As Raymond James analyst Pavel Molchanov writes: “In the nearly two years since the Obama administration took office, the Department of Energy’s clean energy loan guarantee programs (Sections 1703, 1705 and ATVM) have announced $24.8 billion in funding support. While the headline figure may look massive, as a practical matter the funding for “alternative” energy projects is nowhere near as high. The single largest loan commitment, $8.3 billion, is for a nuclear power plant in Georgia. The second-largest, $5.9 billion, is for fuel efficiency retrofits to various auto production plants of Ford Motor (F). These two projects alone account for more than half of the total. Only about 25% of the total is directly relevant for renewable / alternative energy companies.

“While the DOE loan program has not lived up to its lofty expectations – mainly due to the onerous, ultra-bureaucratic application process,” Molchanov comments, “what’s most striking to us is that an entire category of renewables has thus far been left out entirely. The DOE has not yet approved a single loan for next-generation (Gen2) biofuels. Under Section 1705 (part of the 2009 stimulus), Gen2 is expressly covered. In some respects, DOE funding for Gen2 is particularly vital, because these technologies have historically been almost entirely in the R&D stage. Mainstream adoption of wind, solar, and geothermal in the U.S. is far ahead of Gen2, and thus commercial funding options (e.g., traditional bank loans) are more widely available.”

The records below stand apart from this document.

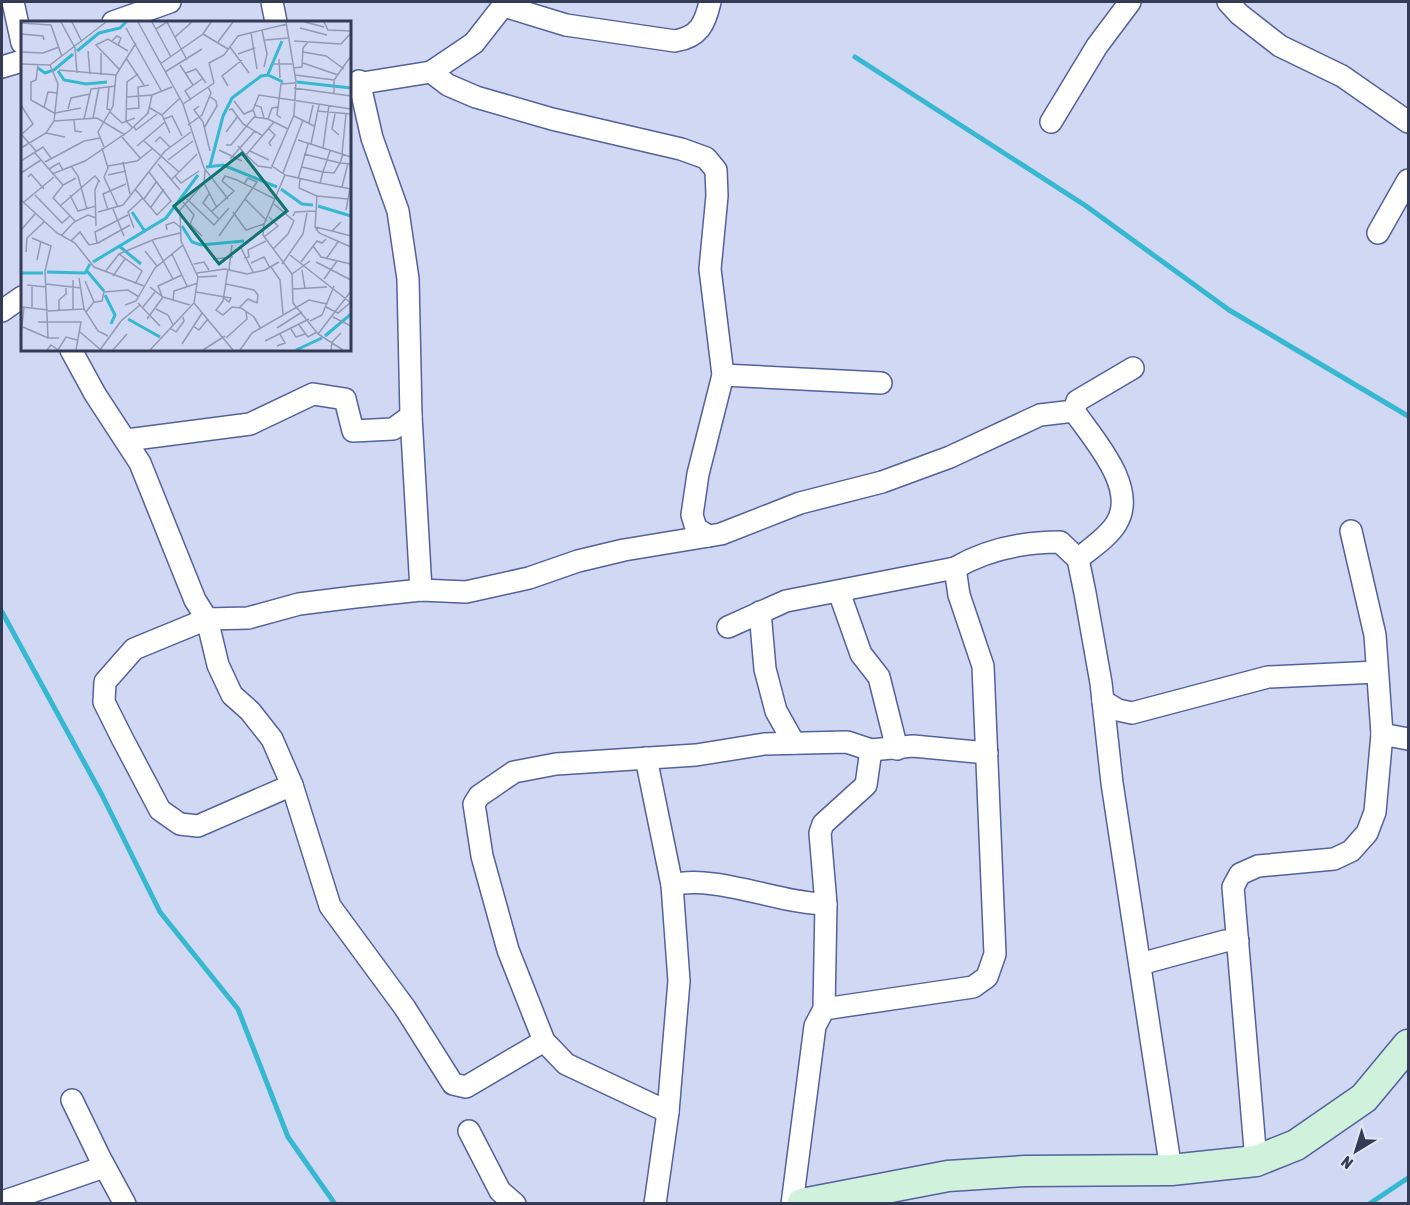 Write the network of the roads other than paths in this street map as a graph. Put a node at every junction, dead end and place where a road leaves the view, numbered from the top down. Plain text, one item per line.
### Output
1 (13, 2) edge
2 (170, 2) edge
3 (272, 2) edge
4 (710, 2) edge
5 (1130, 2) edge
6 (1228, 2) edge
7 (505, 4) edge
8 (116, 21) edge
9 (276, 21) edge
10 (21, 38) edge
11 (21, 61) edge
12 (2, 66) edge
13 (431, 72) junction
14 (354, 83) edge
15 (1051, 122) dead end
16 (1408, 122) edge
17 (1408, 180) edge
18 (1378, 233) dead end
19 (21, 298) edge
20 (2, 311) edge
21 (72, 351) edge
22 (1133, 368) dead end
23 (723, 375) junction
24 (881, 383) dead end
25 (1074, 411) junction
26 (411, 416) junction
27 (127, 440) junction
28 (1351, 531) dead end
29 (708, 536) junction
30 (1078, 559) junction
31 (955, 568) junction
32 (421, 591) junction
33 (838, 592) junction
34 (760, 612) junction
35 (207, 619) junction
36 (728, 627) dead end
37 (1377, 672) junction
38 (1103, 701) junction
39 (1382, 734) junction
40 (1408, 739) edge
41 (794, 743) junction
42 (897, 749) junction
43 (871, 750) junction
44 (987, 753) junction
45 (646, 758) junction
46 (292, 785) junction
47 (672, 885) junction
48 (826, 904) junction
49 (1238, 941) junction
50 (1140, 964) junction
51 (824, 1009) junction
52 (544, 1041) junction
53 (1408, 1045) edge
54 (72, 1100) dead end
55 (668, 1112) junction
56 (469, 1131) dead end
57 (1256, 1161) junction
58 (104, 1167) junction
59 (1171, 1170) junction
60 (2, 1202) edge
61 (125, 1203) edge
62 (515, 1203) edge
63 (655, 1203) edge
64 (792, 1203) edge
65 (802, 1203) edge

1 - 10 street
2 - 8 street
3 - 9 street
4 - 7 street
5 - 15 street
6 - 16 street
7 - 13 street
11 - 12 street
13 - 14 street
13 - 23 street
14 - 26 street
17 - 18 street
19 - 20 street
21 - 27 street
22 - 25 street
23 - 24 street
23 - 29 street
25 - 29 street
25 - 30 street
26 - 27 street
26 - 32 street
27 - 35 street
28 - 37 street
29 - 32 street
30 - 31 street
30 - 38 street
31 - 33 street
31 - 44 street
32 - 35 street
33 - 34 street
33 - 42 street
34 - 36 street
34 - 41 street
35 - 46 street
35 - 46 street
37 - 38 street
37 - 39 street
38 - 50 street
39 - 40 street
39 - 49 street
41 - 43 street
41 - 45 street
42 - 43 street
42 - 44 street
43 - 48 street
44 - 51 street
45 - 47 street
45 - 52 street
46 - 52 street
47 - 48 street
47 - 55 street
48 - 51 street
49 - 50 street
49 - 57 street
50 - 59 street
51 - 64 street
52 - 55 street
53 - 57 street
54 - 58 street
55 - 63 street
56 - 62 street
57 - 59 street
58 - 60 street
58 - 61 street
59 - 65 street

Jim Macias, CEO of Fulcrum Bioenergy, thought that the fixed pricing on feedstock that his company has been able to wrangle, was key to moving ahead so quickly on their loan guarantee. “The DOE absolutely did not want to have to cover the loan guarantee, or have taxpayer dollars at risk. We were focused on de-risking the project everywhere we could, and offering as much certainty as possible.”

The result? For Fulcrum, not only an opportunity to move forward, but acceleration. “We are going to be accelerating” said Macias, commenting on the company’s path forward. “In terms of our EPC[engineering, procurement and construction] work, we had started the ‘E’ earlier, but we should be moving to the ‘P’ by year end. With the loan guarantee, we have the capital to construct, and to cover contingencies. We are budgeting to be done by the mid third quarter of 2012, but we have hope that we might even do a little better tan that in terms of the timing.”

Next up for loan guarantees: BlueFire Renewables?

Next up – we would not be surprised to see BlueFire Renewables be the next company through the DOE hoops. And we expect even more opportunities to start to open up over at USDA – which has far less to work with in terms of dollars, and had a far later start, but from all reports is moving at a far faster pace, and may be poised to materially advance several key projects towards completion of their financing before the end of the year.

But Molchanov cautions, “While we expect to see a handful of Gen2 loan guarantee approval announcements over the next few quarters, the practical reality is that other funding models will be needed for the industry to get to full-scale commercialization. As we detailed in our Stat of the Week on August 30, “Biofuels, Gen2: A Long, but Promising, Journey from the Lab to the Fuel Pump,” a key model is strategic partnerships with “big brother” industry backers, including integrated oil and gas companies, independent refiners, and chemical producers.”

Deployment vs. more of the same

If the Duponts of the world are going to shoulder the first wave of the transition away from fossil oil, why not former Dupont CEO Chad Holliday for Secretary of Energy? He’s got vision, panache, guts, experience, and  has coalition-forming and partnership management in his DNA. Why not put some can-do, instead of can-research, into the Department of Energy? Duke Energy’s Jim Rogers has strong credentials. But for sure, let’s get someone into the job who has a track record of commercializing advanced technologies.

Your view? Who should be Secretary of Energy – take our Digest poll.

One thing is sure. Obama campaigned on “Change You Can Believe In”, and the bioenergy industry is supportive of change – change in the outcomes for sure, changes at the top if necessary to secure that. A new sheriff in town, in the view of the industry, would signal a fresh start.